Rationale Tryptophan depletion is used to reduce central serotonergic function and to investigate its role in psychiatric illness. Despite widespread clinical use, its effects on serotonin (5-HT) receptors have not been well characterized. Objective The aim of this study was to examine the effect of acute (ATD) and chronic tryptophan depletion (CTD) on free-plasma tryptophan (TRP), central TRP and 5-HT and brain 5-HT1A and 5-HT2A receptor binding in the rat. Methods TRP and 5-HT were measured by high-performance liquid chromatography and receptor levels determined by homogenate radioligand binding and in-vitro receptor autoradiography.
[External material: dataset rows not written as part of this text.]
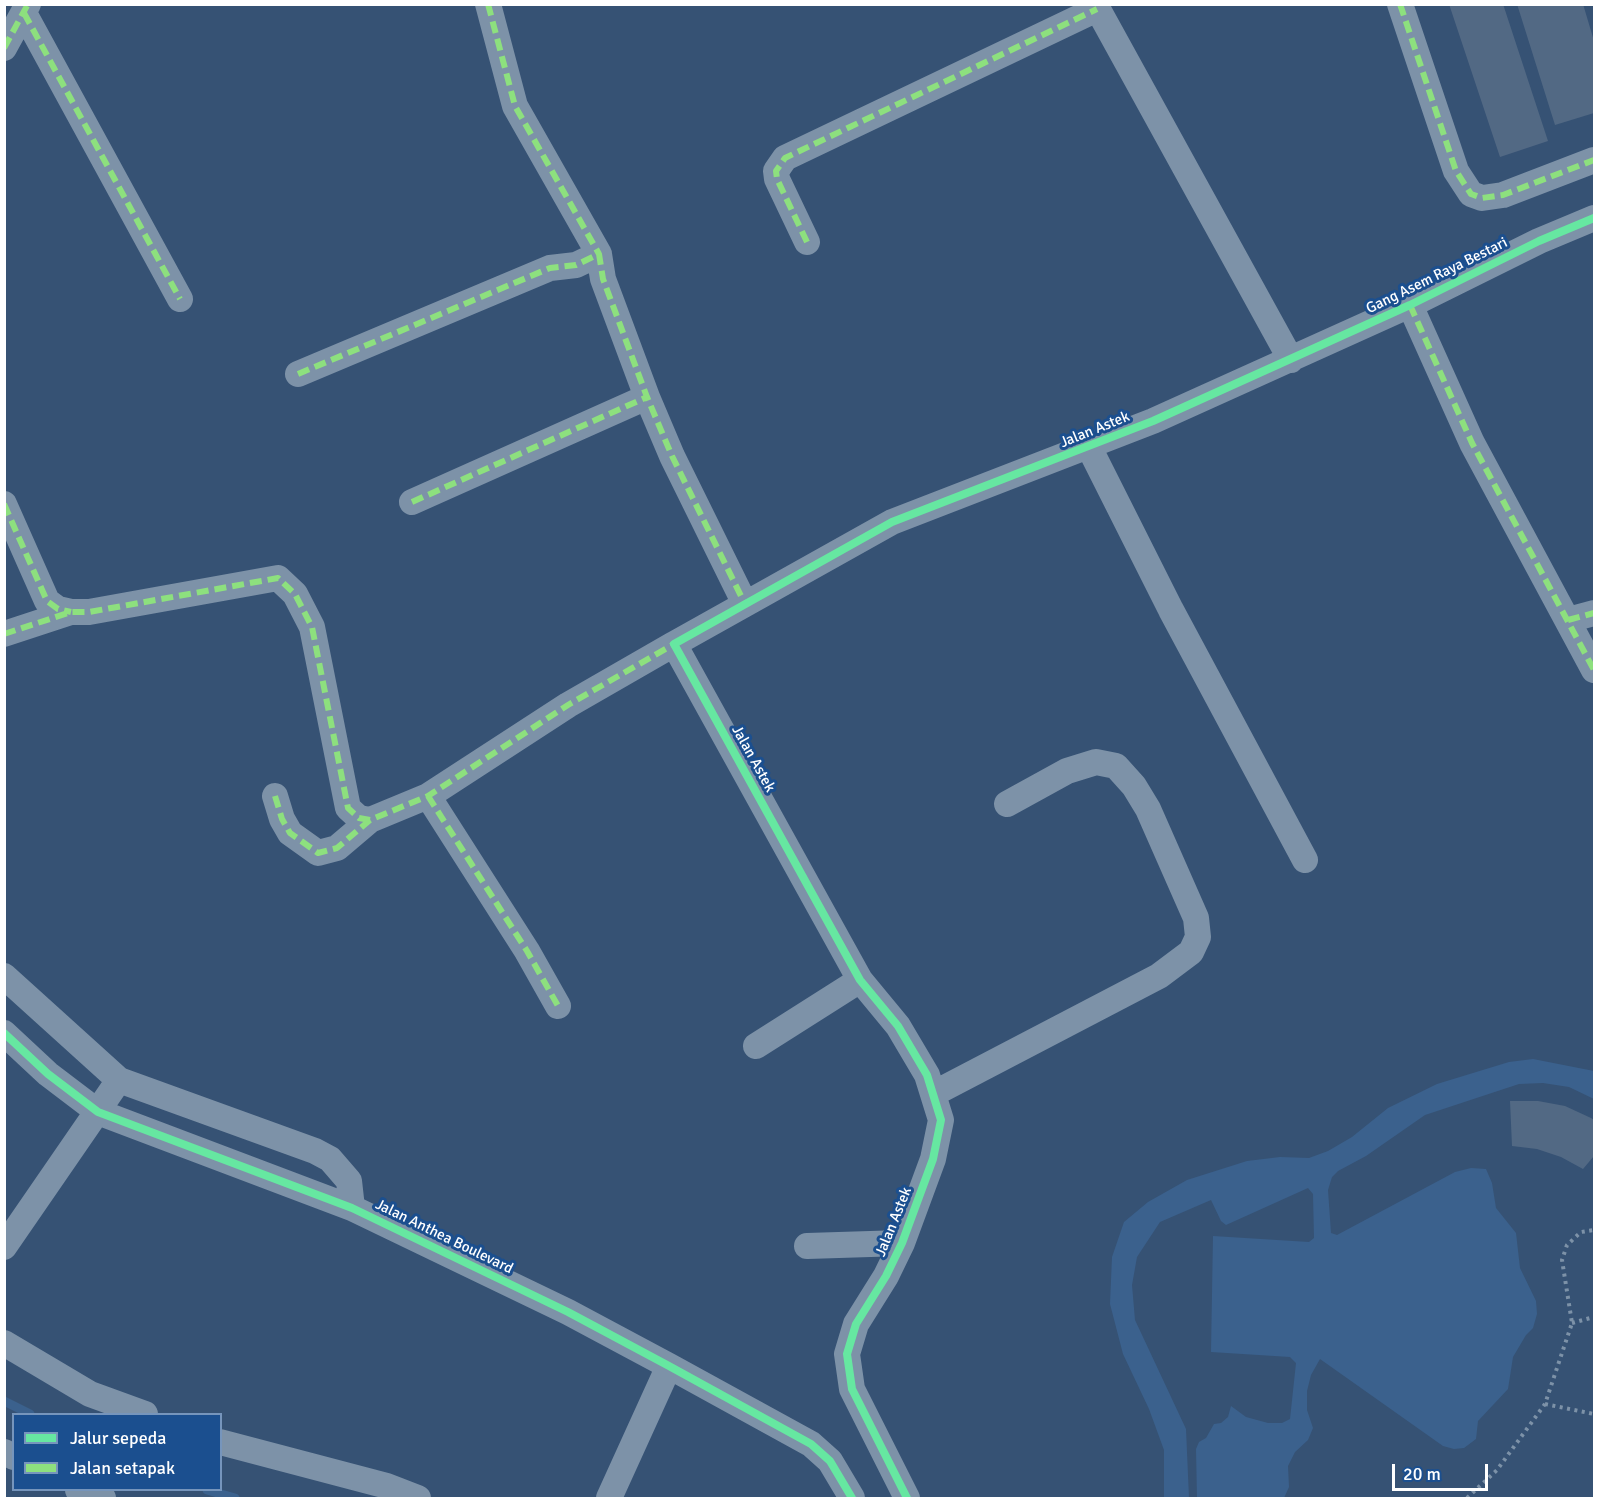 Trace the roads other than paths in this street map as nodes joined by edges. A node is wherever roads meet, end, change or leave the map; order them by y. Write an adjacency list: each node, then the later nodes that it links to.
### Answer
1 (488, 4): 9 (street)
2 (1400, 4): 6 (street)
3 (1096, 7): 8 (street); 12 (street)
4 (26, 9): 5 (street); 10 (street)
5 (4, 48)
6 (1594, 160)
7 (1594, 218): 11 (street, Gang Asem Raya Bestari)
8 (807, 242)
9 (599, 254): 13 (street); 14 (street)
10 (180, 298)
11 (1410, 305): 12 (street, Gang Asem Raya Bestari); 21 (street)
12 (1291, 360): 15 (street, Jalan Astek)
13 (298, 374)
14 (647, 397): 16 (street); 18 (street)
15 (1089, 447): 18 (street, Jalan Astek); 29 (street)
16 (412, 502)
17 (4, 504): 19 (street)
18 (745, 604): 23 (street, Jalan Astek)
19 (71, 612): 22 (street); 28 (street)
20 (1594, 613): 21 (street)
21 (1568, 620): 24 (street)
22 (4, 634)
23 (674, 644): 26 (street); 31 (street, Jalan Astek)
24 (1594, 670)
25 (275, 796): 28 (street)
26 (428, 796): 28 (street); 32 (street)
27 (1007, 804): 36 (street)
28 (370, 820)
29 (1305, 860)
30 (4, 976): 35 (street, Jalan Anthea Boulevard)
31 (860, 980): 34 (street); 36 (street, Jalan Astek)
32 (558, 1006)
33 (4, 1033): 37 (street, Jalan Anthea Boulevard)
34 (756, 1046)
35 (119, 1080): 37 (street); 38 (street, Jalan Anthea Boulevard)
36 (933, 1094): 39 (street, Jalan Astek)
37 (98, 1112): 38 (street, Jalan Anthea Boulevard); 40 (street)
38 (352, 1208): 43 (street, Jalan Anthea Boulevard)
39 (902, 1243): 41 (street); 51 (street, Jalan Astek)
40 (4, 1246)
41 (807, 1246)
42 (4, 1343): 44 (street)
43 (669, 1366): 49 (street); 50 (street, Jalan Anthea Boulevard)
44 (142, 1413)
45 (222, 1443): 48 (street)
46 (81, 1491): 47 (street)
47 (103, 1498)
48 (418, 1498)
49 (609, 1498)
50 (852, 1498)
51 (907, 1498)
Results Free-plasma TRP, central TRP and central 5-HT levels were significantly and similarly reduced by ATD and 1- and 3-week CTD compared to controls. ATD significantly reduced 5-HT1A binding in the dorsal raphe (14%) but did not significantly alter postsynaptic 5-HT1A binding (frontal cortex, remaining cortex and hippocampus) or 5-HT2A binding (cortex and striatum). One-week CTD did not significantly alter cortical 5-HT2A binding or postsynaptic 5-HT1A binding. Furthermore, 3-week CTD did not significantly alter 5-HT1A binding but significantly increased cortical 5-HT2A binding without affecting striatal or hippocampal levels. In the CTD 1 and 3-week groups, rat body weight was significantly decreased as compared to controls. However, weight loss was not a confounding factor for decreased cortical 5-HT2A-receptor binding. Conclusion ATD-induced reduction in somatodendritic 5-HT1A autoreceptor binding may represent an intrinsic 'homeostatic response' reducing serotonergic feedback in dorsal raphe projection areas. In contrast, the increase in 5-HT2A receptor after CTD may be a compensatory response to a long-term reduction in 5-HT.